RECORDS TO USE:
------
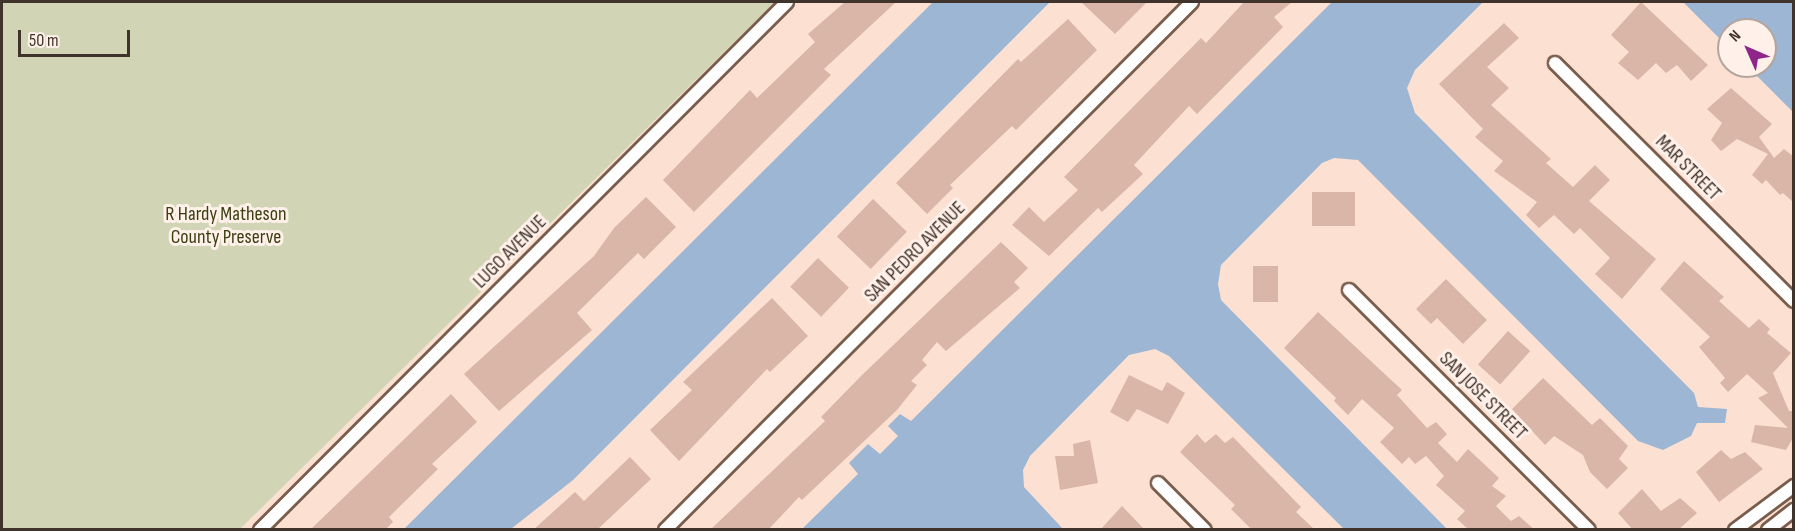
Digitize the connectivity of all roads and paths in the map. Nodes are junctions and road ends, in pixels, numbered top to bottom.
1 (787, 2) edge
2 (1192, 2) edge
3 (1555, 63) dead end
4 (1349, 290) dead end
5 (1794, 301) edge
6 (1158, 483) dead end
7 (1794, 486) edge
8 (1794, 510) edge
9 (260, 530) edge
10 (665, 530) edge
11 (1205, 530) edge
12 (1589, 530) edge
13 (1735, 530) edge
14 (1768, 530) edge

1 - 9 street, LUGO AVENUE
2 - 10 street, SAN PEDRO AVENUE
3 - 5 street, MAR STREET
4 - 12 street, SAN JOSE STREET
6 - 11 street
7 - 13 street
8 - 14 street

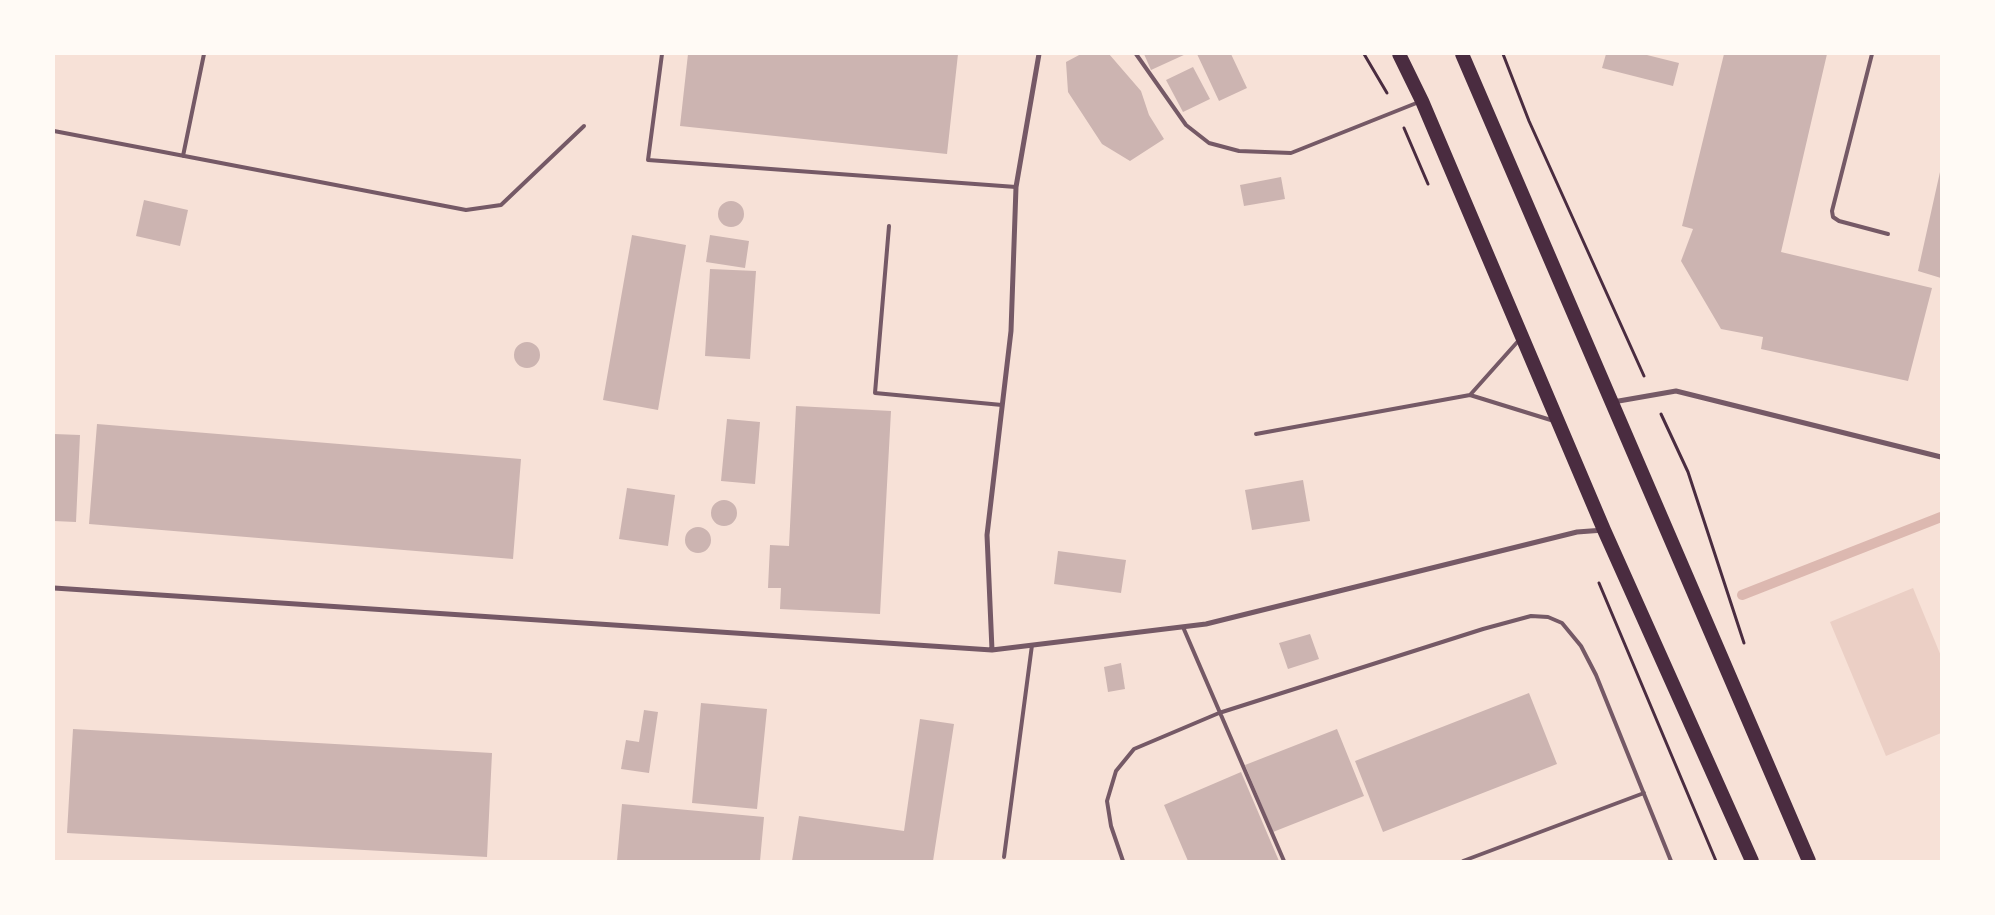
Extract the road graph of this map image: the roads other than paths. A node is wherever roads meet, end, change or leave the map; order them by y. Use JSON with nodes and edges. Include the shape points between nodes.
{"nodes":[{"id":1,"x":204,"y":54,"type":"edge"},
{"id":2,"x":662,"y":54,"type":"edge"},
{"id":3,"x":1039,"y":54,"type":"edge"},
{"id":4,"x":1136,"y":54,"type":"edge"},
{"id":5,"x":1399,"y":54,"type":"edge"},
{"id":6,"x":1462,"y":54,"type":"edge"},
{"id":7,"x":1872,"y":54,"type":"edge"},
{"id":8,"x":1422,"y":101,"type":"junction"},
{"id":9,"x":584,"y":126,"type":"dead end"},
{"id":10,"x":54,"y":131,"type":"edge"},
{"id":11,"x":183,"y":156,"type":"junction"},
{"id":12,"x":1016,"y":187,"type":"junction"},
{"id":13,"x":889,"y":226,"type":"dead end"},
{"id":14,"x":1888,"y":234,"type":"dead end"},
{"id":15,"x":1523,"y":336,"type":"junction"},
{"id":16,"x":1470,"y":395,"type":"junction"},
{"id":17,"x":1612,"y":402,"type":"junction"},
{"id":18,"x":1002,"y":405,"type":"junction"},
{"id":19,"x":1560,"y":424,"type":"junction"},
{"id":20,"x":1256,"y":434,"type":"dead end"},
{"id":21,"x":1941,"y":457,"type":"edge"},
{"id":22,"x":1604,"y":530,"type":"junction"},
{"id":23,"x":54,"y":588,"type":"edge"},
{"id":24,"x":1183,"y":627,"type":"junction"},
{"id":25,"x":1032,"y":645,"type":"junction"},
{"id":26,"x":992,"y":650,"type":"junction"},
{"id":27,"x":1219,"y":713,"type":"junction"},
{"id":28,"x":1644,"y":793,"type":"junction"},
{"id":29,"x":1004,"y":857,"type":"dead end"},
{"id":30,"x":1123,"y":861,"type":"edge"},
{"id":31,"x":1284,"y":861,"type":"edge"},
{"id":32,"x":1463,"y":861,"type":"edge"},
{"id":33,"x":1671,"y":861,"type":"edge"},
{"id":34,"x":1752,"y":861,"type":"edge"},
{"id":35,"x":1809,"y":861,"type":"edge"}],
"edges":[{"from":1,"to":11,"type":"lane"},
{"from":2,"to":12,"type":"lane","via":[[648,160]]},
{"from":3,"to":12,"type":"street"},
{"from":4,"to":8,"type":"lane","via":[[1186,125],[1209,143],[1239,151],[1291,153]]},
{"from":5,"to":8,"type":"highway"},
{"from":6,"to":17,"type":"highway"},
{"from":7,"to":14,"type":"lane","via":[[1832,211],[1833,217],[1839,221]]},
{"from":8,"to":15,"type":"highway"},
{"from":9,"to":11,"type":"lane","via":[[501,205],[466,210]]},
{"from":10,"to":11,"type":"lane"},
{"from":12,"to":18,"type":"street","via":[[1011,331]]},
{"from":13,"to":18,"type":"lane","via":[[875,393]]},
{"from":15,"to":16,"type":"lane"},
{"from":15,"to":19,"type":"highway"},
{"from":16,"to":19,"type":"lane"},
{"from":16,"to":20,"type":"lane"},
{"from":17,"to":21,"type":"street","via":[[1676,391]]},
{"from":17,"to":35,"type":"highway"},
{"from":18,"to":26,"type":"street","via":[[987,535]]},
{"from":19,"to":22,"type":"highway"},
{"from":22,"to":24,"type":"street","via":[[1577,532]]},
{"from":22,"to":34,"type":"highway"},
{"from":23,"to":26,"type":"street"},
{"from":24,"to":25,"type":"street"},
{"from":24,"to":27,"type":"lane"},
{"from":25,"to":26,"type":"street"},
{"from":25,"to":29,"type":"lane"},
{"from":27,"to":28,"type":"lane","via":[[1483,629],[1532,616],[1548,617],[1562,623],[1582,646]]},
{"from":27,"to":30,"type":"lane","via":[[1134,749],[1116,771],[1107,801],[1111,826]]},
{"from":27,"to":31,"type":"lane"},
{"from":28,"to":32,"type":"lane"},
{"from":28,"to":33,"type":"lane"}]}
------
TASK STATEMENT: The answer must restate each entry word for word and contain no images.

RESULT OF THE TASK:
Digitize the connectivity of all roads and paths in the map. Nodes are junctions and road ends, in pixels, numbered top to bottom.
1 (787, 2) edge
2 (1192, 2) edge
3 (1555, 63) dead end
4 (1349, 290) dead end
5 (1794, 301) edge
6 (1158, 483) dead end
7 (1794, 486) edge
8 (1794, 510) edge
9 (260, 530) edge
10 (665, 530) edge
11 (1205, 530) edge
12 (1589, 530) edge
13 (1735, 530) edge
14 (1768, 530) edge

1 - 9 street, LUGO AVENUE
2 - 10 street, SAN PEDRO AVENUE
3 - 5 street, MAR STREET
4 - 12 street, SAN JOSE STREET
6 - 11 street
7 - 13 street
8 - 14 street

Extract the road graph of this map image: the roads other than paths. A node is wherever roads meet, end, change or leave the map; order them by y. Use JSON with nodes and edges. Include the shape points between nodes.
{"nodes":[{"id":1,"x":204,"y":54,"type":"edge"},
{"id":2,"x":662,"y":54,"type":"edge"},
{"id":3,"x":1039,"y":54,"type":"edge"},
{"id":4,"x":1136,"y":54,"type":"edge"},
{"id":5,"x":1399,"y":54,"type":"edge"},
{"id":6,"x":1462,"y":54,"type":"edge"},
{"id":7,"x":1872,"y":54,"type":"edge"},
{"id":8,"x":1422,"y":101,"type":"junction"},
{"id":9,"x":584,"y":126,"type":"dead end"},
{"id":10,"x":54,"y":131,"type":"edge"},
{"id":11,"x":183,"y":156,"type":"junction"},
{"id":12,"x":1016,"y":187,"type":"junction"},
{"id":13,"x":889,"y":226,"type":"dead end"},
{"id":14,"x":1888,"y":234,"type":"dead end"},
{"id":15,"x":1523,"y":336,"type":"junction"},
{"id":16,"x":1470,"y":395,"type":"junction"},
{"id":17,"x":1612,"y":402,"type":"junction"},
{"id":18,"x":1002,"y":405,"type":"junction"},
{"id":19,"x":1560,"y":424,"type":"junction"},
{"id":20,"x":1256,"y":434,"type":"dead end"},
{"id":21,"x":1941,"y":457,"type":"edge"},
{"id":22,"x":1604,"y":530,"type":"junction"},
{"id":23,"x":54,"y":588,"type":"edge"},
{"id":24,"x":1183,"y":627,"type":"junction"},
{"id":25,"x":1032,"y":645,"type":"junction"},
{"id":26,"x":992,"y":650,"type":"junction"},
{"id":27,"x":1219,"y":713,"type":"junction"},
{"id":28,"x":1644,"y":793,"type":"junction"},
{"id":29,"x":1004,"y":857,"type":"dead end"},
{"id":30,"x":1123,"y":861,"type":"edge"},
{"id":31,"x":1284,"y":861,"type":"edge"},
{"id":32,"x":1463,"y":861,"type":"edge"},
{"id":33,"x":1671,"y":861,"type":"edge"},
{"id":34,"x":1752,"y":861,"type":"edge"},
{"id":35,"x":1809,"y":861,"type":"edge"}],
"edges":[{"from":1,"to":11,"type":"lane"},
{"from":2,"to":12,"type":"lane","via":[[648,160]]},
{"from":3,"to":12,"type":"street"},
{"from":4,"to":8,"type":"lane","via":[[1186,125],[1209,143],[1239,151],[1291,153]]},
{"from":5,"to":8,"type":"highway"},
{"from":6,"to":17,"type":"highway"},
{"from":7,"to":14,"type":"lane","via":[[1832,211],[1833,217],[1839,221]]},
{"from":8,"to":15,"type":"highway"},
{"from":9,"to":11,"type":"lane","via":[[501,205],[466,210]]},
{"from":10,"to":11,"type":"lane"},
{"from":12,"to":18,"type":"street","via":[[1011,331]]},
{"from":13,"to":18,"type":"lane","via":[[875,393]]},
{"from":15,"to":16,"type":"lane"},
{"from":15,"to":19,"type":"highway"},
{"from":16,"to":19,"type":"lane"},
{"from":16,"to":20,"type":"lane"},
{"from":17,"to":21,"type":"street","via":[[1676,391]]},
{"from":17,"to":35,"type":"highway"},
{"from":18,"to":26,"type":"street","via":[[987,535]]},
{"from":19,"to":22,"type":"highway"},
{"from":22,"to":24,"type":"street","via":[[1577,532]]},
{"from":22,"to":34,"type":"highway"},
{"from":23,"to":26,"type":"street"},
{"from":24,"to":25,"type":"street"},
{"from":24,"to":27,"type":"lane"},
{"from":25,"to":26,"type":"street"},
{"from":25,"to":29,"type":"lane"},
{"from":27,"to":28,"type":"lane","via":[[1483,629],[1532,616],[1548,617],[1562,623],[1582,646]]},
{"from":27,"to":30,"type":"lane","via":[[1134,749],[1116,771],[1107,801],[1111,826]]},
{"from":27,"to":31,"type":"lane"},
{"from":28,"to":32,"type":"lane"},
{"from":28,"to":33,"type":"lane"}]}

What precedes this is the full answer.